On March 30, 2022, the Division of Examinations (the “Division”) of the U.S. Securities and Exchange Commission (the “SEC”) announced its examination priorities for fiscal year 2022.  The annual publication of the Division’s examination priorities is intended to align with the Division’s four pillars of promoting and improving compliance, preventing fraud, monitoring risk, and informing policy, and provide investors and SEC-registered investment advisers (“Advisers”) transparency into those areas it believes bring heightened risks to investors, registrants, and the markets.
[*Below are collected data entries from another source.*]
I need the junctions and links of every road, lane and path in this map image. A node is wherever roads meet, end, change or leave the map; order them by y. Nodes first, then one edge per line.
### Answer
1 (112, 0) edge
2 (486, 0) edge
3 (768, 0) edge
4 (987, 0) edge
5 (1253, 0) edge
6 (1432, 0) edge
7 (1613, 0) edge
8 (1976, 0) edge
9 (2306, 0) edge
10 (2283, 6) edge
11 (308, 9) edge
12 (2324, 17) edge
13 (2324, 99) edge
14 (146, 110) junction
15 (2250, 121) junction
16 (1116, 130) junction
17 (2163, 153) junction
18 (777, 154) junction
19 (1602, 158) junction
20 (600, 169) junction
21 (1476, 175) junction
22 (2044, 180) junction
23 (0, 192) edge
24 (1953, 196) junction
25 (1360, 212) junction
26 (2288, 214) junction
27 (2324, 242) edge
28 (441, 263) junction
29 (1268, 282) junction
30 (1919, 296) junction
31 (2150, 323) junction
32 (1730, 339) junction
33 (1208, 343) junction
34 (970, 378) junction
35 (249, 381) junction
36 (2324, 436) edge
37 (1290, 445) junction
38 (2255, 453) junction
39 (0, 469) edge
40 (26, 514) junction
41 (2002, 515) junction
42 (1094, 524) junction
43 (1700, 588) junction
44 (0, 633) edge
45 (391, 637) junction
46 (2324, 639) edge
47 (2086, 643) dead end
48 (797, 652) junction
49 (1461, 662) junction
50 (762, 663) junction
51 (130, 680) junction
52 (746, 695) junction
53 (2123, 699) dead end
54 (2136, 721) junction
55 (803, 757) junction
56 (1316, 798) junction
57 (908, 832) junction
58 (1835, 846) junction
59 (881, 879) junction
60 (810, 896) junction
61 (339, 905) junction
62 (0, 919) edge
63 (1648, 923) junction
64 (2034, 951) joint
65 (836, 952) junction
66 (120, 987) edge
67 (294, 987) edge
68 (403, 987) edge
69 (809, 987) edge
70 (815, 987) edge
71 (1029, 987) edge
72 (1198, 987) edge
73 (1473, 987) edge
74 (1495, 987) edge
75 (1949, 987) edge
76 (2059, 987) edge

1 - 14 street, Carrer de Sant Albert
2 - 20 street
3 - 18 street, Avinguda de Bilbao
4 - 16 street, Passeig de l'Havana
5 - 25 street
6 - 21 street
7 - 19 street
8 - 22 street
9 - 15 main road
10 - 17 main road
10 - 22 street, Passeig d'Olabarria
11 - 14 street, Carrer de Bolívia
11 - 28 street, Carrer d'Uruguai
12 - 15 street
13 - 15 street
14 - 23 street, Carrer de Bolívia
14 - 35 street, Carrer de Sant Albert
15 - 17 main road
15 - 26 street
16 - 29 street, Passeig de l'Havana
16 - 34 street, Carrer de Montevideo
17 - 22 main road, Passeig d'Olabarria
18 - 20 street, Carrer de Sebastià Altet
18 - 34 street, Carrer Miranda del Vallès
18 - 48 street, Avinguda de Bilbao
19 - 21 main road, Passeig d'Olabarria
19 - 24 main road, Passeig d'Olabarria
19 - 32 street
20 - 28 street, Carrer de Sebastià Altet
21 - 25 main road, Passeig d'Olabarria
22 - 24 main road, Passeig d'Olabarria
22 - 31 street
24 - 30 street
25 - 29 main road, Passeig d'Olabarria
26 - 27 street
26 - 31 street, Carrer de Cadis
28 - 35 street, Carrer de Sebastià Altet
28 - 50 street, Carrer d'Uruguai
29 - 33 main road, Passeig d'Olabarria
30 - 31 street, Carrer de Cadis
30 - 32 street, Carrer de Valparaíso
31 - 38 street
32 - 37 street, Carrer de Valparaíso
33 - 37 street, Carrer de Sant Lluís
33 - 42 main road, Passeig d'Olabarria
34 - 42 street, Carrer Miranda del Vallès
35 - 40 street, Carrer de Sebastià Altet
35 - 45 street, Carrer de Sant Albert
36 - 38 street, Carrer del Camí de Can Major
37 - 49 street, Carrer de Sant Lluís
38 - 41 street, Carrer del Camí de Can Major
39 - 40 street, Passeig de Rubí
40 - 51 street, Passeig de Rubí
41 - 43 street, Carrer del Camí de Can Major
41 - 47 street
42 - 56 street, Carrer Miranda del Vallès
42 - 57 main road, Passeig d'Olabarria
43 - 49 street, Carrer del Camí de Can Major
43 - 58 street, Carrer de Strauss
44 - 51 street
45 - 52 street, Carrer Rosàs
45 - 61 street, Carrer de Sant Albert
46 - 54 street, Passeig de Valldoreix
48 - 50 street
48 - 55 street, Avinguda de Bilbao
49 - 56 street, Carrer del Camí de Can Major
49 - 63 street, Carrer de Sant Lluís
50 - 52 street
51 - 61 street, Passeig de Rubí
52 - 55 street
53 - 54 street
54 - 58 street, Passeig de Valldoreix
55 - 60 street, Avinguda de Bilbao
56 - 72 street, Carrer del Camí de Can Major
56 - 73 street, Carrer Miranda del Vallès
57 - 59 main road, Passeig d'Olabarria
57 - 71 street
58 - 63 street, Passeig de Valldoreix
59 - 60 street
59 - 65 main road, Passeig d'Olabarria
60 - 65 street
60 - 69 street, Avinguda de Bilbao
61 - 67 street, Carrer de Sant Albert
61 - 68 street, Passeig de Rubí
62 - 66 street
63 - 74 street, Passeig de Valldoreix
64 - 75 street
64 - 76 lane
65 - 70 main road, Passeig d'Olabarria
In general, the 2022 examination priorities reflect a continuation of known focus areas from recent years, perhaps indicating that they remain fertile ground for deficiency findings and referrals to the SEC's Division of Enforcement ("Enforcement"). 

Overview

The report notes that the Division completed 3,040 examinations in fiscal year 2021, a 3% increase from 2020 and on par with 2019.  Additionally, during 2021, the Division issued more than 2,100 deficiency letters and made more than 190 referrals to the SEC’s Division of Enforcement.  Further, the Division’s largest program, the Investment Adviser/Investment Company (IA/IC) Examination Program, completed more than 2,200 examinations of Advisers in 2021, an increase from the previous two years.  Finally, the Division examined approximately 16% of Advisers, compared to 15% (the Division’s target the past several years) in 2020 and 2019.  Notwithstanding the slight increase in coverage percentage, the Division indicated that it likely will soon have to lower its annual coverage target as the rate of increase in the number of Advisers continues to far outpace its staffing increases. 

Consistent with prior Division publications, the report emphasizes that improving and promoting compliance remains at the forefront of the Division’s efforts and notes certain commonalities observed in resilient compliance programs, including:

  • participation and input across all business and operations lines of the firm;

  • flexibility to adjust to known variables in operations and business, along with established processes for monitoring effectiveness and pivoting or making updates when appropriate; and

  • periodic review (including as to matters that arose previously, changes in business activities, and regulatory changes) and testing of policies and procedures to ensure the on-going adequacy and effectiveness of the compliance program (including routine periodic testing at set intervals, when certain transactions occur, and over extended periods to look for patterns or emerging trends).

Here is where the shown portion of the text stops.